Dinamarca, 1945. Una columna de soldados alemanes derrotados camina de regreso a su país. El sargento danés Rasmussen se da cuenta de que uno de aquellos se lleva una bandera, de recuerdo, y sin dudarlo se le echa encima y le da una paliza: “eso no es tuyo”. Es un excelente prólogo a una gran película ¿bélica?, ¿de denuncia?, profundamente humana. Al final de la guerra quedaron más de dos millones de minas en las playas danesas y, por odio, espíritu de venganza, o incluso por un erróneo sentido de la justicia, fueron los últimos prisioneros alemanes los encargados de limpiar de minas aquellas playas. Nos dicen que de los dos mil soldados encargados de aquel trabajo más de la mitad volaron por los aires.
El director danés Zandvliet, con tan solo dos películas en su haber (Applaus y Dirch), se embarca en una ambiciosa aventura, y rueda una magnífica cinta.

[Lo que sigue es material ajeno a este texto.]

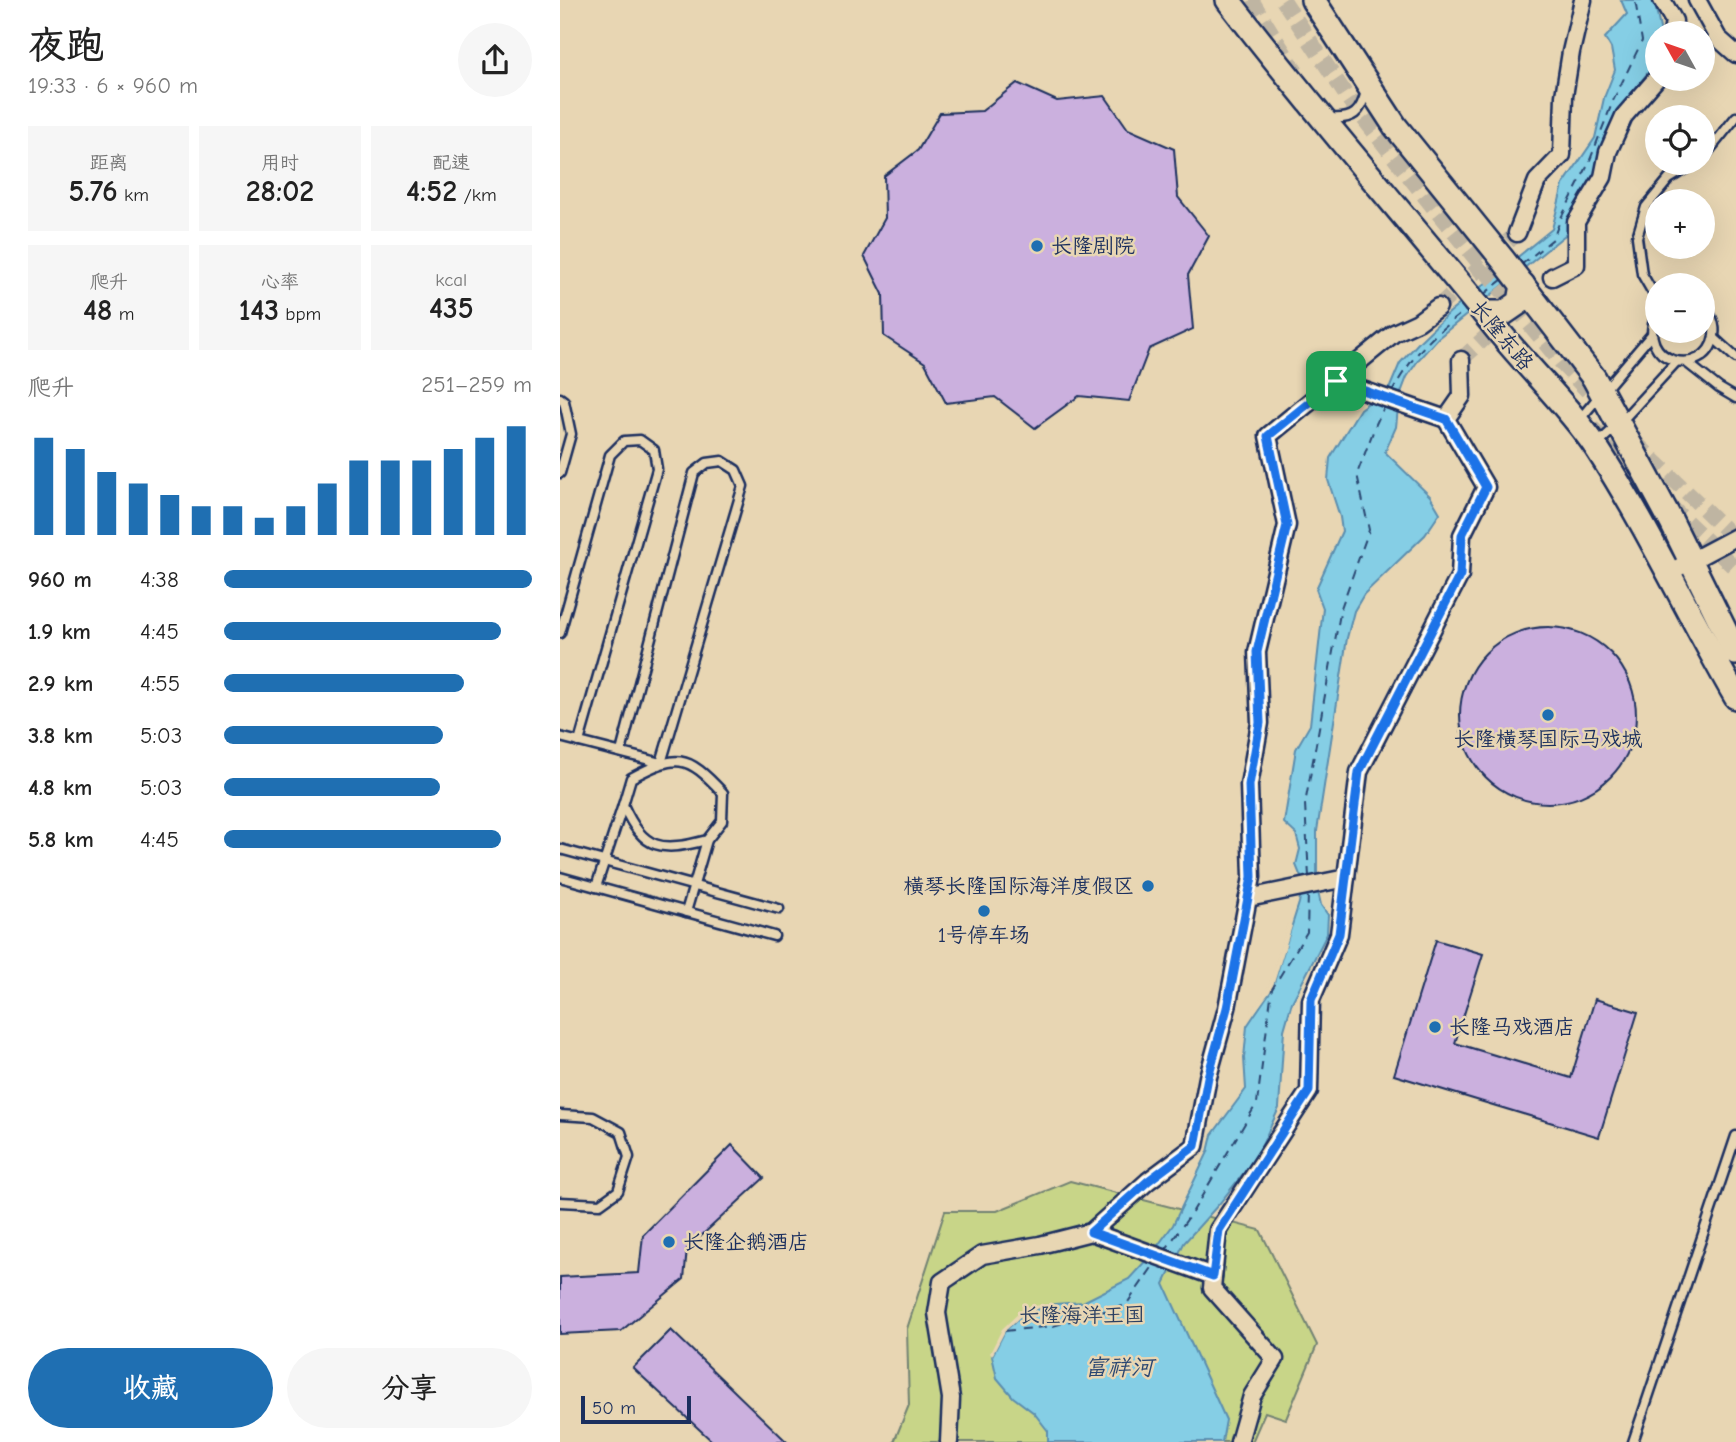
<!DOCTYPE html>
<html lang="zh">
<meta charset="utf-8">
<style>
body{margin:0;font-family:"Comic Neue","LXGW WenKai TC",sans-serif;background:#f6f6f6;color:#222;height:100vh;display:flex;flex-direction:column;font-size:26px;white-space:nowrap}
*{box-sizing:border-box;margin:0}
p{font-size:23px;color:#767676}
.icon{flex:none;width:38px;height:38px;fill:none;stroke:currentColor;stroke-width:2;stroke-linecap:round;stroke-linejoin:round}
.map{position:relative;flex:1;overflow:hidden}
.sheet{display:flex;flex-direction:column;background:#fff;width:560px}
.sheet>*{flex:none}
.needle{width:46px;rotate:310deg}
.controls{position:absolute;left:1085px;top:21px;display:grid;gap:14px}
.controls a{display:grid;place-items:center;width:70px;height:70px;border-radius:50%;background:#fff;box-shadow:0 7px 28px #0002;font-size:35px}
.scale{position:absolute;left:21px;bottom:18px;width:110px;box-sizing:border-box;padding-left:7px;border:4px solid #1b2f5e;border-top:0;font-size:19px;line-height:24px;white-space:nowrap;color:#1b2f5e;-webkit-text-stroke:5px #e8d6b3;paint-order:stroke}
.pin{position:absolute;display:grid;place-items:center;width:60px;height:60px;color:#fff;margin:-30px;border-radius:14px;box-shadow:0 4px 10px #0006}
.round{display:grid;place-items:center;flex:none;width:74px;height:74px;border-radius:37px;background:#f6f6f6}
.headline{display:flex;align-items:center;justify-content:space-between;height:119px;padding:0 28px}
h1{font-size:38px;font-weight:600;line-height:52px}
.stats{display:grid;grid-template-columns:repeat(3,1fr);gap:10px;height:119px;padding:7px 28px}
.stats div{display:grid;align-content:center;border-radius:0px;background:#f6f6f6;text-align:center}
.stats b{font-size:30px;font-weight:600}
.stats small{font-size:19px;font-weight:400}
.stats p{font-size:19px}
.chart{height:196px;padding:14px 28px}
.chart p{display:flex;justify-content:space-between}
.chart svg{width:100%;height:126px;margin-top:7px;stroke:#1f6fb2;stroke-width:6}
.button{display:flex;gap:14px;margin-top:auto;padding:14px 28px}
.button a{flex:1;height:80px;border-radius:42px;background:#1f6fb2;color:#fff;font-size:28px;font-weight:600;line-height:80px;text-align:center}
.button a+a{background:#f6f6f6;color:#222}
ul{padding:0 28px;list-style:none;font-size:23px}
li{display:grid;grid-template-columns:112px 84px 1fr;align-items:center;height:52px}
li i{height:18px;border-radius:9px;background:#1f6fb2}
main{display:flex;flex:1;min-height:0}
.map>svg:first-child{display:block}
</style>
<main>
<section class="sheet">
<div class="headline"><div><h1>夜跑</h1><p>19:33 · 6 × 960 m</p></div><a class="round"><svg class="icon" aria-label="share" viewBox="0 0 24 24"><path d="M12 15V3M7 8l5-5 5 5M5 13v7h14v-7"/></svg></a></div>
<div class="stats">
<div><p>距离</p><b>5.76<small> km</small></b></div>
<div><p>用时</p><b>28:02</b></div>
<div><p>配速</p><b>4:52<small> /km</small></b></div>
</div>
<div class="stats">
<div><p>爬升</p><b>48<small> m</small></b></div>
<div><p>心率</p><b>143<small> bpm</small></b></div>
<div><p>kcal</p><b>435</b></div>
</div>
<div class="chart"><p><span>爬升</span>251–259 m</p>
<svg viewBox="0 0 160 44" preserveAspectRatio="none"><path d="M5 44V10M15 44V14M25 44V22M35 44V26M45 44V30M55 44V34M65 44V34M75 44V38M85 44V34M95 44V26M105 44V18M115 44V18M125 44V18M135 44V14M145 44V10M155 44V6"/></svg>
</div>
<ul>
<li><b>960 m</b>4:38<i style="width:100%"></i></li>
<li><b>1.9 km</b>4:45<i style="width:90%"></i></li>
<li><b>2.9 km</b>4:55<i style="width:78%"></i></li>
<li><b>3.8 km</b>5:03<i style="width:71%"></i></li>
<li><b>4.8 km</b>5:03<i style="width:70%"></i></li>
<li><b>5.8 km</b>4:45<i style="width:90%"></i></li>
</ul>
<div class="button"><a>收藏</a><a>分享</a></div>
</section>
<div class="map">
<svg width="1176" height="1442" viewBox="0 0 1176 1442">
<rect width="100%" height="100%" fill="#e8d6b3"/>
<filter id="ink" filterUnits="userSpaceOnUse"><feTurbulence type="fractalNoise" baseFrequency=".0143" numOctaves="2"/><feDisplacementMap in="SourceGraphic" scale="14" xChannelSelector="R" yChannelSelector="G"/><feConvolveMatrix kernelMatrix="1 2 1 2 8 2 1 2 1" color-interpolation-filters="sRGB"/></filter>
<g filter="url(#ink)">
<path fill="#c8d588" stroke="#728273" stroke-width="2" d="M510,1181l190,49 57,115 -31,74 -21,-7 -13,30h-358l15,-37 -2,-76 38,-118h52z"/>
<path fill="#85cee5" stroke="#5b8eaf" stroke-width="2" d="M1061,0h33l7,33h-4v28l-42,53 -11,23 -10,40 -23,37 -1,17 -132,107 -19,21 -12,18 -8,21 -3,29 -11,25 45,44 10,17 -15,22 -61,59 -10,17 -7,27 -30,193v56l4,18 7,10 -1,19 -35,68 -8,28 -5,78 -22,48 -38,48 -35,39 -20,41 62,136 -4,22h-174v-11l-14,-18 -21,-16 -16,-19 -5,-22 13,-25 19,-18 31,-9 28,-2 46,-23 21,-23 23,-31 35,-73 4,-17 34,-46 -2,-31 3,-32 25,-37 27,-86 4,-21 -7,-17 4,-16 -4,-15 -12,-11 12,-74 14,-24 13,-117 -7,-19 26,-58 -2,-14 -12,-37 2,-22 30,-49 30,-22 10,-24 20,-22 29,-28 103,-84 11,-44 32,-47 9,-40 11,-28 -4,-22 -6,-10 22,-24z"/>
<g fill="#e8d6b3">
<path d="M728,924l4,2 -20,63 -18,24 -3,-1 18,-25z"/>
<path d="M479,1305l1,3 -16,5 -19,18 -13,25 -2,-3 12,-24 20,-19z"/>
</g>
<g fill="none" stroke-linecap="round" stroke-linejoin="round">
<g stroke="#2b4772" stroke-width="2" stroke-dasharray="9 7" stroke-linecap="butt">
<path d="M961,265l32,-26 8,-21 27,-53 25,-64 29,-60 -7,-41"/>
<path d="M923,295l20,-16"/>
<path d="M831,394c21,-40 42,-59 77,-86"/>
<path d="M749,877l-4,-73 36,-196 28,-78 -12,-56 19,-50 9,-19"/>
<path d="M604,1252l29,-41 64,-108 15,-114 35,-57 1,-39"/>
<path d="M445,1331l48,-5 73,-21 30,-43"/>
</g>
</g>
<g fill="#cbb0de" stroke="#1b2f5e" stroke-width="2">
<path d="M457,83l40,18 48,-5 23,33 46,20 4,48 31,39 -21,39 5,54 -44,20 -20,52 -50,-5 -44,32 -40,-31 -49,6 -21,-40 -41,-27 -1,-42 -19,-38 21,-38 -1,-42 34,-26 22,-37 42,-2z"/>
<circle cx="988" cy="715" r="88"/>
<path d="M876,940l47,14 -28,89 116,35 24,-79 43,13 -39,125 -205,-62z"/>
<path d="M172,1145l32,33 -77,71 -3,30 -63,52 -61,3v-57l79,-4 4,-38z"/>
<path d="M111,1330l116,112h-74l-80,-74z"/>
</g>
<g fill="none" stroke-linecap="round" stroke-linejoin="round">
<g stroke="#bfb5a2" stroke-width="16" stroke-dasharray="16 8" stroke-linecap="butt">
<path d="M691,0l45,72"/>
<path d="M723,0l67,101 84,107 130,158 39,41"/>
<path d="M878,307l79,-74"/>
<path d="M901,360l42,-39"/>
<path d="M1032,428l49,49"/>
<path d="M1075,442l101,98"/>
<path d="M1109,505l67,64"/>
</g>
<g stroke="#1b2f5e" stroke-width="13">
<g id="lane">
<path d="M770,118c23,2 31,-5 36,-27"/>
<path d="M1143,158l33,-41"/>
<path d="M1097,300l-15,-26 -5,-37 9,-30 23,-28 26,-16"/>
<path d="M1097,313c-24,50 49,68 57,23 2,-12 -3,-22 -11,-30"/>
<path d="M1154,338l22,20"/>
<path d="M1126,362l33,26 17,10"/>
<path d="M0,398l4,3 7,33 -11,39"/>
<path d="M1019,420l73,-86"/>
<path d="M1037,444l21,-19 58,-63"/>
<path d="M0,633l50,-178 14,-14 16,-1 14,10 3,19 -78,273"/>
<path d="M0,737l101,26 82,-277 -7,-16 -14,-9 -15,2 -13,10 -73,279"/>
<path d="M0,849l219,60"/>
<path d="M0,877l214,59"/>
<path d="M36,887l27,-82"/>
<path d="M126,912l21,-72 15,-19 1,-28c-37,-40 -46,-39 -92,-15l-8,27c21,46 38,47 84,35"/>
<path d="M0,1115l33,2 28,15 8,25 -11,34 -18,13 -40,-2"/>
<path d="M1073,1442l103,-306"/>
</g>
</g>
<g stroke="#1b2f5e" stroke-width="21">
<g id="street">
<path d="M1102,0l12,21 -2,12"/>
<path d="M1137,0l21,38 18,16"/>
<path d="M957,233l20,-52 25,-26 2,-59 7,-44 12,-52"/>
<path d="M992,277l24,-12v-43l27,-45 5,-25 16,-36 33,-38"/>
<path d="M776,381l110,38"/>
<path d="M1110,572l66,-35"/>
<path d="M688,898l98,-20"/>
<path d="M531,1232l122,44"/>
<path d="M389,1442l2,-44 -14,-85 5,-31 40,-27 58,-10 51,-13 57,-51 47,-35 13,-69 19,-69 25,-131 -3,-92 11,-62 -3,-71 30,-127 -19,-89 126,-103 24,-11 20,-15"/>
<path d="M679,1442l13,-46 23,-37 -63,-71 6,-58 91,-139 2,-91 28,-66 20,-162 101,-197 2,-40 24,-48 -40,-68 16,-23 -1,-36"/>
</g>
</g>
<g stroke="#1b2f5e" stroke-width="28">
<g id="secondary">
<path d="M668,0c87,114 182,221 272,333 31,38 68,73 96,114 52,80 92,167 140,250"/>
<path d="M753,0l82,126 109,135 90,117 77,143 65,132"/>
<path d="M924,313h20l16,-11 3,-17"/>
</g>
</g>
<use href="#lane" stroke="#e8d6b3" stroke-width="8"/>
<use href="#street" stroke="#e8d6b3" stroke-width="16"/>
<use href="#secondary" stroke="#e8d6b3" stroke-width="23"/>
</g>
</g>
<g fill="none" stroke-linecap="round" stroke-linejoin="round" filter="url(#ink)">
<g stroke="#fff" stroke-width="14">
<path id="route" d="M776,381l110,38 40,68 -24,48 -2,40 -101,197 -20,162 -28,66 -2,91 -90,139 -6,46 -122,-44 57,-51 47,-35 13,-69 19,-69 25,-131 -3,-92 11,-62 -3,-71 30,-127 -19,-89z"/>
</g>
<use href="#route" stroke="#1a73e8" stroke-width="9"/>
</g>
<g fill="#1f6fb2" stroke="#e8d6b3" stroke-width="2.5">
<circle cx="477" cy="246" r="7"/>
<circle cx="988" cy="715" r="7"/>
<circle cx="588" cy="886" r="7"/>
<circle cx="424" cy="911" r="7"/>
<circle cx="875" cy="1027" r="7"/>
<circle cx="109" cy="1242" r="7"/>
</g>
<g text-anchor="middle" stroke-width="5" stroke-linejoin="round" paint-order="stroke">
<g font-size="21" fill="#1b2f5e" stroke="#e8d6b3" text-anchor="start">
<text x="491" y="253">长隆剧院</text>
<text x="988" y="746" text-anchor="middle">长隆横琴国际马戏城</text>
<text x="574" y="893" text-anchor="end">横琴长隆国际海洋度假区</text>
<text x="424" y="942" text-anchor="middle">1号停车场</text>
<text x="889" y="1034">长隆马戏酒店</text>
<text x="123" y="1249">长隆企鹅酒店</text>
</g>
<g font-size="21" fill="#1b2f5e" stroke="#e8d6b3">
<text transform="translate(942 335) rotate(50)" y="7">长隆东路</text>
</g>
<g font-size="21" fill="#2c4062" stroke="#e8d6b3">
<text x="522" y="1322">长隆海洋王国</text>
</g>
<g font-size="23" font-style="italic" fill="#2b4772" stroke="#e8d6b3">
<text x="559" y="1375">富祥河</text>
</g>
</g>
</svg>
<div class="controls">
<a><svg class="needle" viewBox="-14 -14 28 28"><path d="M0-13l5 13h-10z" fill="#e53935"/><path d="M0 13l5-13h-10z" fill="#767676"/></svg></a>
<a><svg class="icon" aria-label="locate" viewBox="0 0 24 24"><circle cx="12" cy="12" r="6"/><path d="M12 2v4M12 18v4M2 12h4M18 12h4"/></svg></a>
<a>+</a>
<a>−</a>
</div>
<div class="scale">50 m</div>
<div class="pin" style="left:776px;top:381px;background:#1e9e55"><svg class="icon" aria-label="arrive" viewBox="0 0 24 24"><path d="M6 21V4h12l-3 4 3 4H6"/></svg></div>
</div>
</main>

Zandvliet presenta sobria y fríamente unos hechos atroces. La distancia emocional que toma el director da fuerza a la narración. Pero además consigue convertir a esos jóvenes en doce chicos, cada uno con su historia, sus planes para el futuro, sus ambiciones, para el día en que conseguirán volver a su tierra, si antes no los mata una mina. Y mientras esos críos se convierten en personas entrañables, su cuidador se pregunta si debe seguir odiándoles o no, si debe considerarlos personas o no, si son “unos nazis” o son Ludwig, Ernst, Helmut, Sebastian…, si lo que están haciendo está bien. Y mientras unos y otros se humanizan, sin sensiblería alguna, las minas estallan. Zandvliet, además, maneja el suspense y mantiene el interés de la historia hasta el último segundo.